What you need to do: Copy out each line below containing "Terracini".

Source data:
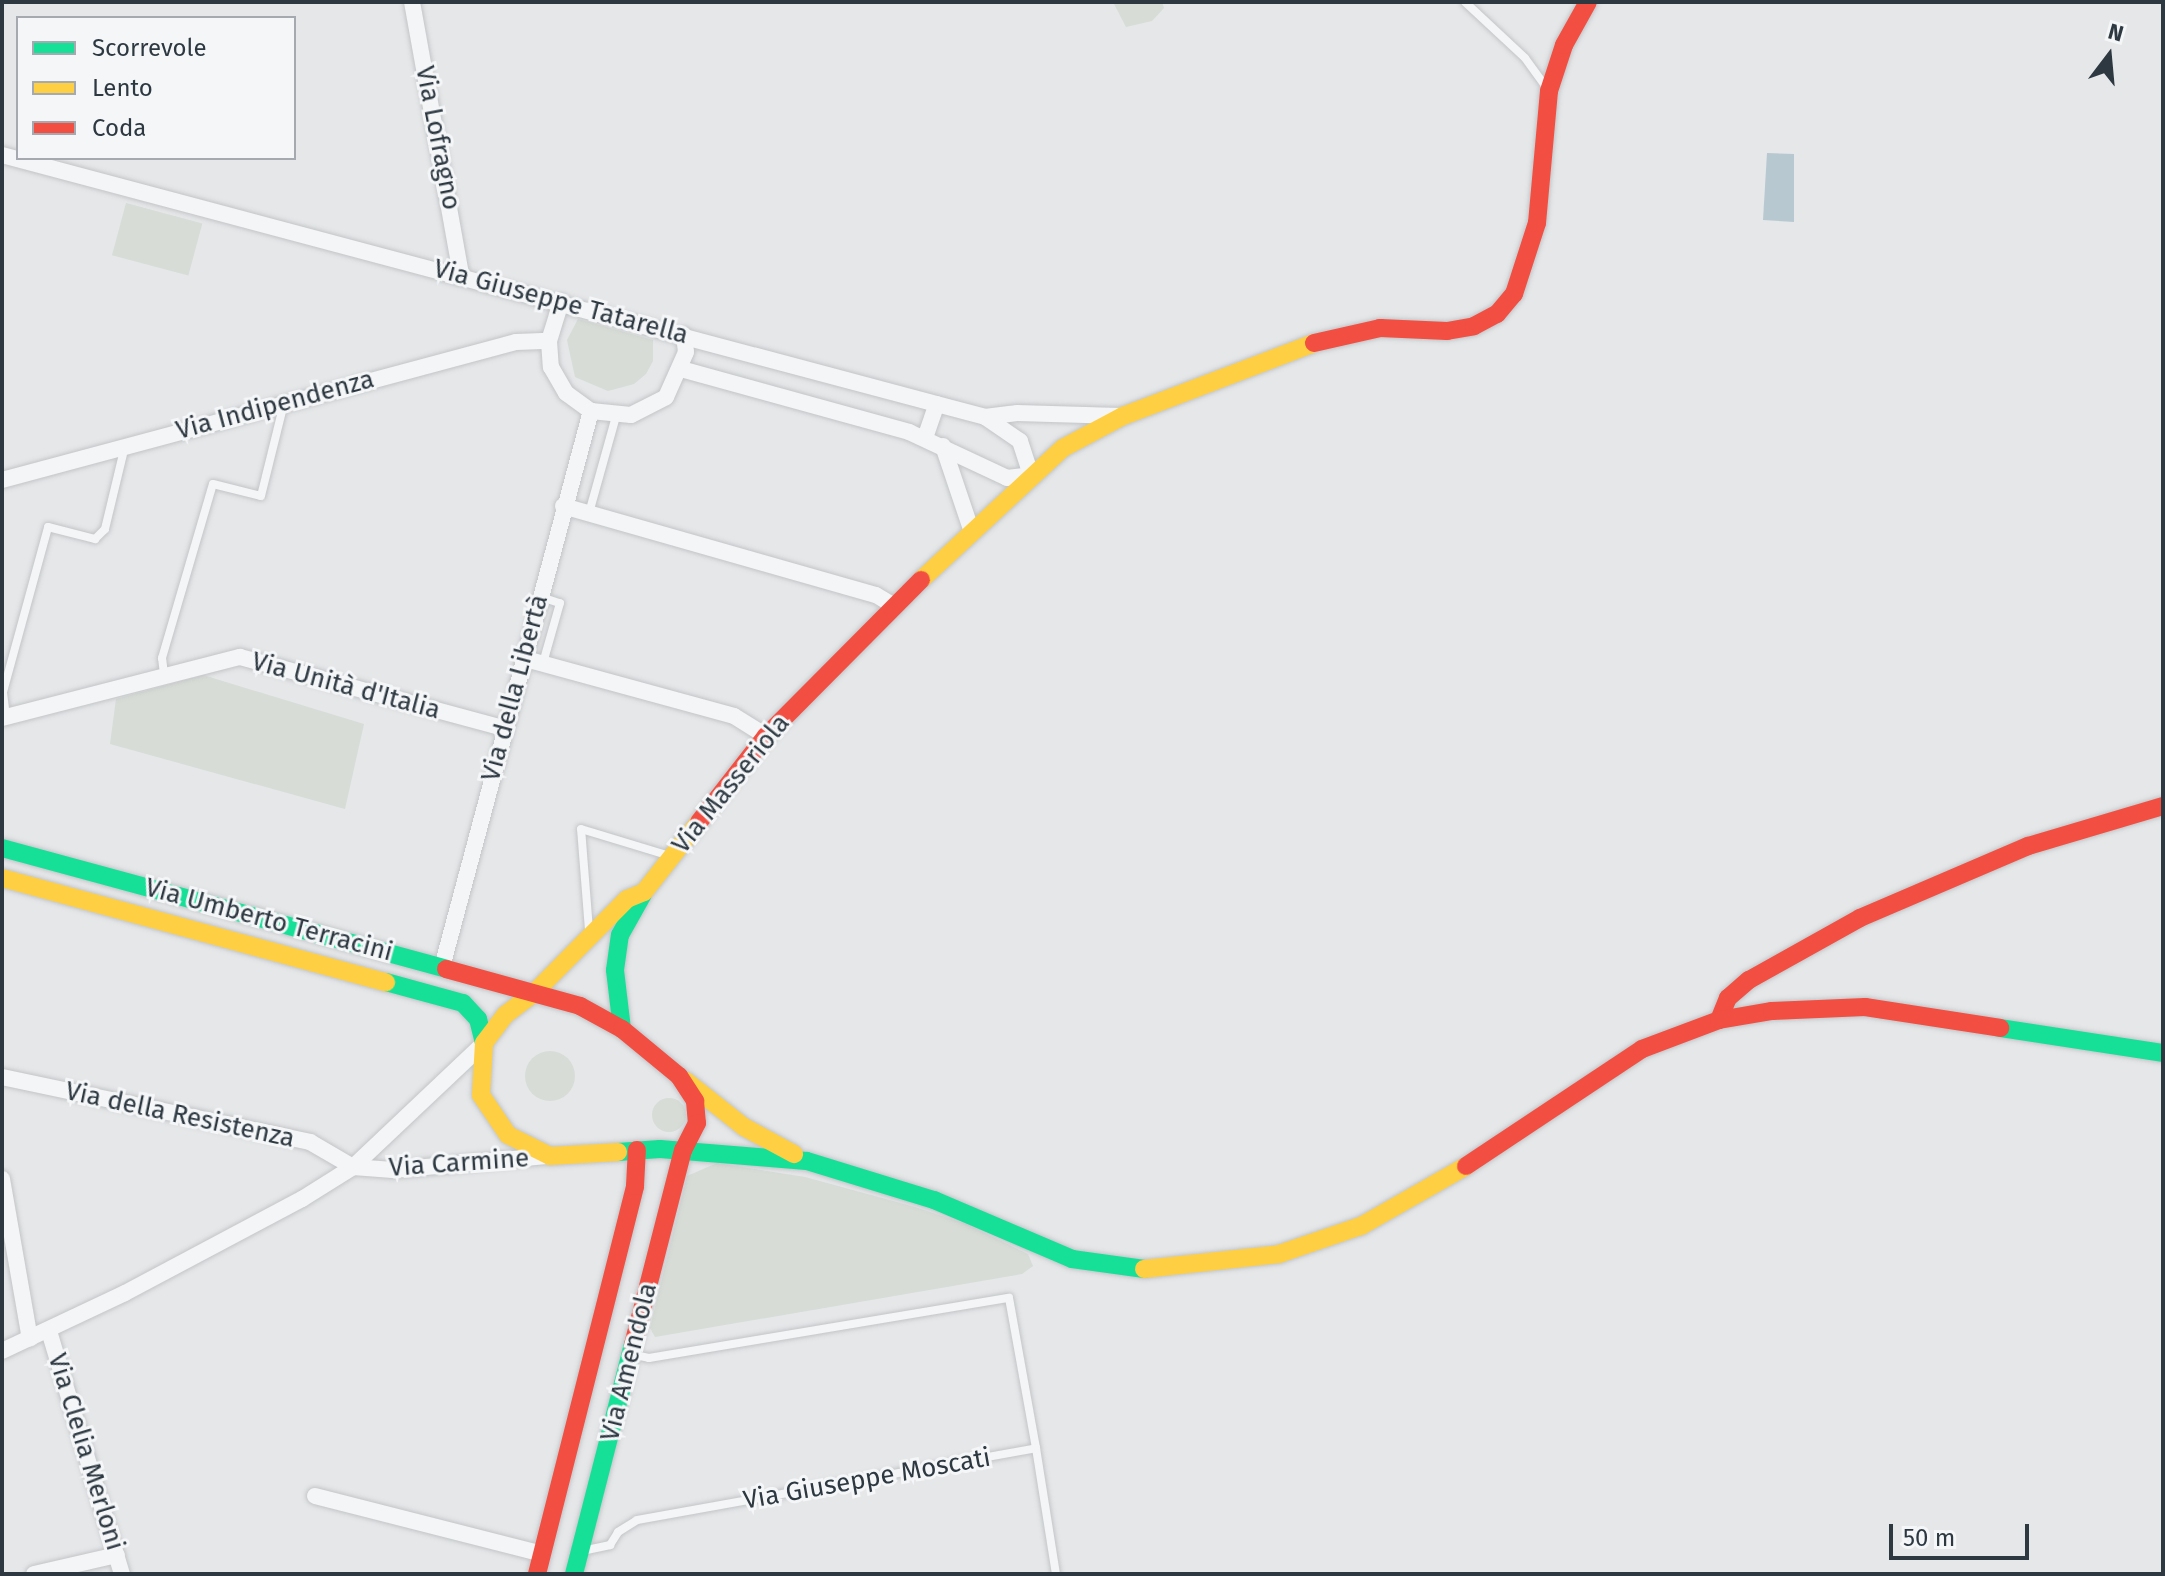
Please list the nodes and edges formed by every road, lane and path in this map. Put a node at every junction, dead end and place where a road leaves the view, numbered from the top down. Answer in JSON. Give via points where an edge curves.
{"nodes":[{"id":1,"x":412,"y":2,"type":"edge"},
{"id":2,"x":1465,"y":2,"type":"edge"},
{"id":3,"x":1588,"y":2,"type":"edge"},
{"id":4,"x":1549,"y":91,"type":"junction"},
{"id":5,"x":21,"y":160,"type":"edge"},
{"id":6,"x":461,"y":275,"type":"junction"},
{"id":7,"x":561,"y":302,"type":"junction"},
{"id":8,"x":684,"y":335,"type":"junction"},
{"id":9,"x":549,"y":341,"type":"junction"},
{"id":10,"x":681,"y":369,"type":"junction"},
{"id":11,"x":284,"y":402,"type":"junction"},
{"id":12,"x":937,"y":404,"type":"junction"},
{"id":13,"x":591,"y":411,"type":"junction"},
{"id":14,"x":616,"y":416,"type":"junction"},
{"id":15,"x":1123,"y":416,"type":"junction"},
{"id":16,"x":985,"y":417,"type":"junction"},
{"id":17,"x":925,"y":438,"type":"junction"},
{"id":18,"x":125,"y":445,"type":"junction"},
{"id":19,"x":943,"y":446,"type":"junction"},
{"id":20,"x":1031,"y":475,"type":"junction"},
{"id":21,"x":2,"y":480,"type":"edge"},
{"id":22,"x":563,"y":506,"type":"junction"},
{"id":23,"x":589,"y":513,"type":"junction"},
{"id":24,"x":972,"y":532,"type":"junction"},
{"id":25,"x":539,"y":597,"type":"junction"},
{"id":26,"x":894,"y":606,"type":"junction"},
{"id":27,"x":522,"y":658,"type":"junction"},
{"id":28,"x":543,"y":664,"type":"junction"},
{"id":29,"x":164,"y":674,"type":"junction"},
{"id":30,"x":4,"y":717,"type":"edge"},
{"id":31,"x":504,"y":728,"type":"junction"},
{"id":32,"x":766,"y":736,"type":"junction"},
{"id":33,"x":2163,"y":806,"type":"edge"},
{"id":34,"x":2,"y":848,"type":"edge"},
{"id":35,"x":673,"y":856,"type":"junction"},
{"id":36,"x":2,"y":878,"type":"edge"},
{"id":37,"x":644,"y":892,"type":"junction"},
{"id":38,"x":590,"y":935,"type":"junction"},
{"id":39,"x":442,"y":967,"type":"junction"},
{"id":40,"x":535,"y":992,"type":"junction"},
{"id":41,"x":1719,"y":1020,"type":"junction"},
{"id":42,"x":622,"y":1029,"type":"junction"},
{"id":43,"x":484,"y":1043,"type":"junction"},
{"id":44,"x":2163,"y":1053,"type":"edge"},
{"id":45,"x":679,"y":1076,"type":"junction"},
{"id":46,"x":2,"y":1077,"type":"edge"},
{"id":47,"x":637,"y":1150,"type":"junction"},
{"id":48,"x":683,"y":1150,"type":"junction"},
{"id":49,"x":550,"y":1156,"type":"junction"},
{"id":50,"x":807,"y":1161,"type":"junction"},
{"id":51,"x":353,"y":1167,"type":"junction"},
{"id":52,"x":2,"y":1179,"type":"edge"},
{"id":53,"x":49,"y":1331,"type":"junction"},
{"id":54,"x":30,"y":1339,"type":"junction"},
{"id":55,"x":2,"y":1351,"type":"edge"},
{"id":56,"x":631,"y":1354,"type":"junction"},
{"id":57,"x":1036,"y":1448,"type":"junction"},
{"id":58,"x":315,"y":1496,"type":"dead end"},
{"id":59,"x":582,"y":1551,"type":"junction"},
{"id":60,"x":542,"y":1554,"type":"junction"},
{"id":61,"x":117,"y":1555,"type":"junction"},
{"id":62,"x":34,"y":1574,"type":"edge"},
{"id":63,"x":122,"y":1574,"type":"edge"},
{"id":64,"x":537,"y":1574,"type":"edge"},
{"id":65,"x":574,"y":1574,"type":"edge"},
{"id":66,"x":1056,"y":1574,"type":"edge"}],
"edges":[{"from":1,"to":6,"type":"street","name":"Via Lofragno"},
{"from":2,"to":4,"type":"lane","via":[[1525,58]]},
{"from":3,"to":4,"type":"street","name":"Via Masseriola","via":[[1564,45]]},
{"from":4,"to":15,"type":"street","name":"Via Masseriola","via":[[1537,223],[1514,294],[1497,314],[1447,331],[1380,328],[1335,335]]},
{"from":5,"to":6,"type":"street","name":"Via Giuseppe Tatarella"},
{"from":6,"to":7,"type":"street","name":"Via Giuseppe Tatarella"},
{"from":7,"to":8,"type":"street","name":"Via Giuseppe Tatarella"},
{"from":7,"to":9,"type":"street"},
{"from":8,"to":10,"type":"street"},
{"from":8,"to":12,"type":"street","name":"Via Giuseppe Tatarella"},
{"from":9,"to":11,"type":"street","name":"Via Indipendenza","via":[[516,342]]},
{"from":9,"to":13,"type":"street","via":[[551,367],[566,393]]},
{"from":10,"to":14,"type":"street","via":[[666,397],[644,412]]},
{"from":10,"to":17,"type":"street"},
{"from":11,"to":18,"type":"street","name":"Via Indipendenza"},
{"from":11,"to":29,"type":"lane","via":[[261,496],[213,484],[162,658]]},
{"from":12,"to":16,"type":"street","name":"Via Giuseppe Tatarella"},
{"from":12,"to":17,"type":"street"},
{"from":13,"to":14,"type":"street"},
{"from":13,"to":22,"type":"street","name":"Via della Libertà"},
{"from":14,"to":23,"type":"lane"},
{"from":15,"to":16,"type":"street","name":"Via Giuseppe Tatarella"},
{"from":15,"to":20,"type":"street","name":"Via Masseriola","via":[[1078,437]]},
{"from":16,"to":20,"type":"street","via":[[1020,441]]},
{"from":17,"to":19,"type":"street"},
{"from":18,"to":21,"type":"street","name":"Via Indipendenza"},
{"from":18,"to":30,"type":"lane","via":[[105,529],[95,539],[48,527],[3,692]]},
{"from":19,"to":20,"type":"street","via":[[1007,478]]},
{"from":19,"to":24,"type":"street"},
{"from":20,"to":24,"type":"street","name":"Via Masseriola"},
{"from":22,"to":23,"type":"street"},
{"from":22,"to":25,"type":"street","name":"Via della Libertà"},
{"from":23,"to":26,"type":"street","via":[[876,595]]},
{"from":24,"to":26,"type":"street","name":"Via Masseriola"},
{"from":25,"to":27,"type":"street","name":"Via della Libertà"},
{"from":25,"to":28,"type":"lane","via":[[560,603]]},
{"from":26,"to":32,"type":"street","name":"Via Masseriola"},
{"from":27,"to":28,"type":"street"},
{"from":27,"to":31,"type":"street","name":"Via della Libertà"},
{"from":28,"to":32,"type":"street","via":[[734,716]]},
{"from":29,"to":30,"type":"street","name":"Via Unità d'Italia"},
{"from":29,"to":31,"type":"street","name":"Via Unità d'Italia","via":[[240,657]]},
{"from":31,"to":39,"type":"street","name":"Via della Libertà"},
{"from":32,"to":35,"type":"street","name":"Via Masseriola"},
{"from":33,"to":41,"type":"street","via":[[2028,846],[1860,918],[1749,980],[1728,998]]},
{"from":34,"to":39,"type":"street","name":"Via Umberto Terracini"},
{"from":35,"to":37,"type":"street","name":"Via Masseriola"},
{"from":35,"to":38,"type":"lane","via":[[581,829]]},
{"from":36,"to":43,"type":"street","name":"Via Umberto Terracini","via":[[463,1003],[478,1019]]},
{"from":37,"to":38,"type":"street","name":"Via Masseriola","via":[[627,899]]},
{"from":37,"to":42,"type":"street","via":[[620,935],[615,970]]},
{"from":38,"to":40,"type":"street","name":"Via Masseriola"},
{"from":39,"to":40,"type":"street","name":"Via Umberto Terracini"},
{"from":40,"to":42,"type":"street","via":[[580,1006]]},
{"from":40,"to":43,"type":"street","name":"Via Masseriola","via":[[505,1015]]},
{"from":41,"to":44,"type":"street","via":[[1772,1011],[1865,1007]]},
{"from":41,"to":50,"type":"street","via":[[1642,1049],[1413,1199],[1361,1226],[1279,1254],[1153,1269],[1088,1264],[934,1200]]},
{"from":42,"to":45,"type":"street"},
{"from":43,"to":49,"type":"street","via":[[481,1095],[491,1116],[508,1135]]},
{"from":43,"to":51,"type":"street","name":"Via Masseriola"},
{"from":45,"to":48,"type":"street","via":[[695,1101],[697,1123]]},
{"from":45,"to":50,"type":"street","via":[[744,1127]]},
{"from":46,"to":51,"type":"street","name":"Via della Resistenza","via":[[310,1142]]},
{"from":47,"to":48,"type":"street","name":"Via Carmine"},
{"from":47,"to":49,"type":"street","name":"Via Carmine"},
{"from":47,"to":60,"type":"street","name":"Via Amendola","via":[[635,1186]]},
{"from":48,"to":50,"type":"street","name":"Via Carmine"},
{"from":48,"to":56,"type":"street","name":"Via Amendola"},
{"from":49,"to":51,"type":"street","name":"Via Carmine","via":[[393,1170]]},
{"from":51,"to":53,"type":"street","name":"Via Carmine"},
{"from":52,"to":54,"type":"street"},
{"from":53,"to":54,"type":"street","name":"Via Carmine"},
{"from":53,"to":61,"type":"street","name":"Via Clelia Merloni"},
{"from":54,"to":55,"type":"street","name":"Via Carmine"},
{"from":56,"to":57,"type":"lane","via":[[649,1358],[1009,1298]]},
{"from":56,"to":59,"type":"street","name":"Via Amendola"},
{"from":57,"to":59,"type":"lane","name":"Via Giuseppe Moscati","via":[[637,1520],[618,1532],[610,1545]]},
{"from":57,"to":66,"type":"lane"},
{"from":58,"to":60,"type":"street"},
{"from":59,"to":65,"type":"street","name":"Via Amendola"},
{"from":60,"to":64,"type":"street","name":"Via Amendola"},
{"from":61,"to":62,"type":"street"},
{"from":61,"to":63,"type":"street","name":"Via Clelia Merloni"}]}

Answer to the exercise:
{"from":34,"to":39,"type":"street","name":"Via Umberto Terracini"},
{"from":36,"to":43,"type":"street","name":"Via Umberto Terracini","via":[[463,1003],[478,1019]]},
{"from":39,"to":40,"type":"street","name":"Via Umberto Terracini"},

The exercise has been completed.